Worst of all, the French farm economy was incapable of providing enough food to supply the city all the time. Even at the best of times, bread remained much more expensive in Paris than in London—workers in Paris spent 50 to 60 percent of their earnings on bread; in London, 35 to 40 percent. In Paris, food riots were frequent throughout the period, while in countries with more commercialized systems of agriculture they were largely unknown.10 This is at least a partial explanation of France’s famous lack of stability: Mass starvations and bread-price shocks preceded the 1848 revolution (which was almost entirely an arrival-city event), the July revolution of 1830, and the rise of the Commune in 1871 (which was launched in the arrival city of Montmartre). France’s use of peasant parcelization, rather than urban reform, won a certain sort of rural stability, but its cost was a perilous loss of economic and political stability.


THE URBANIZING SHOCK OF ENCLOSURE

Elsewhere in Europe, an equally profound transformation was having an effect as dramatic as the French Revolution. In the Low Countries, in Scandinavia, in the German states, and, especially, in England and Wales, farmers were learning to intensify their yields and turn agriculture into a high-employment business through a set of innovations known as high farming. Beginning as early as the sixteenth century, but transformed into an almost universal practice in England and northwestern Europe between 1750 and 1870, farming became a high-productivity business by means of several innovations: large-scale drainage, irrigation, and use of fertilizers; new technology, such as steel tills, seed drills, and threshers; better animal feed and selective breeding; crop rotation, buoyed by new fallow and fodder crops; and high-yield food crops, like potatoes, turnips, and sugar beets.

In many ways the perfect complement to Europe’s population boom, high farming required far more labor per hectare, sometimes by a factor of three, and therefore increased rural employment; it also produced many times more food, ending the Malthusian trap in which the land had seemed insufficient to support a growing population and making its host countries far less vulnerable to food shortages and famines. The extremely fast growth of urban populations created large and lucrative markets for cash crops and provided a powerful incentive for landowners to shift to intensive commercial farming.
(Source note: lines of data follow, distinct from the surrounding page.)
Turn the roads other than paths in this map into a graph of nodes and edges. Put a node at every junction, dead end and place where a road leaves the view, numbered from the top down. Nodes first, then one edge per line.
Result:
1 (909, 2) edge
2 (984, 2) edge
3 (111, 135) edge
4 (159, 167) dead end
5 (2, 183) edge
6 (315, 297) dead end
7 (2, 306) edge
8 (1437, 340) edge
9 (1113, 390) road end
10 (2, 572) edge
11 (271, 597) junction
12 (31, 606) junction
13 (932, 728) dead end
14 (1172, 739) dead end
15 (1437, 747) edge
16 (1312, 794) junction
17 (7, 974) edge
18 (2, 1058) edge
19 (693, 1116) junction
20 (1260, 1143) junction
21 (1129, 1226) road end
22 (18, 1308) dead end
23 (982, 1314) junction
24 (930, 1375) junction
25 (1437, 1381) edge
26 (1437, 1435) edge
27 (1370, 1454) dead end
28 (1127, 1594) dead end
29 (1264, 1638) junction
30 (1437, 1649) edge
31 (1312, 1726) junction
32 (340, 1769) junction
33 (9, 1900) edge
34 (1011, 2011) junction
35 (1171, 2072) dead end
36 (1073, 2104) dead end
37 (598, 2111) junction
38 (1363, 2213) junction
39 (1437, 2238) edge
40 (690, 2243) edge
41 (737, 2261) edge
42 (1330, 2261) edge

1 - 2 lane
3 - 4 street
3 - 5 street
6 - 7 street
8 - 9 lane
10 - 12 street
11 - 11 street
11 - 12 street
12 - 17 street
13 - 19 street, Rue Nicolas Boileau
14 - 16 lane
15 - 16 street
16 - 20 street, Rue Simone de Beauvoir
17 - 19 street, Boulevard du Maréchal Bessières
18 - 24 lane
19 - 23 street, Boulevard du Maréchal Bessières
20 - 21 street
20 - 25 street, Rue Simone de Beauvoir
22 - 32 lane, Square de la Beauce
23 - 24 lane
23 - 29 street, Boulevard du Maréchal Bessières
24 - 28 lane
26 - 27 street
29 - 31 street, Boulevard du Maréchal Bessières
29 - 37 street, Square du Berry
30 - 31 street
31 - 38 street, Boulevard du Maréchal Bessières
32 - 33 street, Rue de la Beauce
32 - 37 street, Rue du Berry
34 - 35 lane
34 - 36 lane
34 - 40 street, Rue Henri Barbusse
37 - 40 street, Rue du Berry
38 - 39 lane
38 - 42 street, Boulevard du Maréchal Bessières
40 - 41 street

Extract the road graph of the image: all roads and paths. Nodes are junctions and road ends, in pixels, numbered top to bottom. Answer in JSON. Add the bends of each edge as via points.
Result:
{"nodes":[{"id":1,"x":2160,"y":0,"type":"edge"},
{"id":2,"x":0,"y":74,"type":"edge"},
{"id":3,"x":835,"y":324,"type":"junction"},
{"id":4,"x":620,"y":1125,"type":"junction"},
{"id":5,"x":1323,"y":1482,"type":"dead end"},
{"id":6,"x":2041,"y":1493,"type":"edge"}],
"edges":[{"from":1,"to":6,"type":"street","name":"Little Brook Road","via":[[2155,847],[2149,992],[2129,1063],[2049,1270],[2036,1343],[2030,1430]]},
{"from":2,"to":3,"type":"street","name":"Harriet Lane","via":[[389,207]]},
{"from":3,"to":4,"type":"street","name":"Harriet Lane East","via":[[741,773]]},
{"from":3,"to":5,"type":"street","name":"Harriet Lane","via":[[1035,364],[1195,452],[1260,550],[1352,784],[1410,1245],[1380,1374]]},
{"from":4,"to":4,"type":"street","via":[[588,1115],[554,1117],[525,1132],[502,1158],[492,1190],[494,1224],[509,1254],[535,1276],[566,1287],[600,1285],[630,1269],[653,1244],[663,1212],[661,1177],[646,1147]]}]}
High farming required common grazing and field lands to be cleared, unified into sufficiently large holdings, and enclosed. The lives of its inhabitants—the peasants, rural laborers, and landless casual workers and vagrants—were disrupted dramatically and sometimes tragically. Economic studies have shown that many improved their lot, especially the better-off peasants who were able to gain title to their land and become high-intensity farmers and employers.11 Viewed from the distance of the present, the sudden shift to commercial agriculture across much of Europe looks like a net gain. “Enclosure meant more food for the growing population, more land under cultivation and, on balance, more employment in the countryside; and enclosed farms provided the framework for the new advances of the nineteenth century,” one important historical study concluded.12

But this instant end to subsistence-level peasant farming, combined with the era’s fertility boom, created a surplus population of tens of millions who abandoned the countryside—by choice or by decree—and sought work in cities, either in their own country or across the Atlantic. In some cases, this was a flight of desperation. It caused a massive shift from rural poverty to urban poverty, with varied results.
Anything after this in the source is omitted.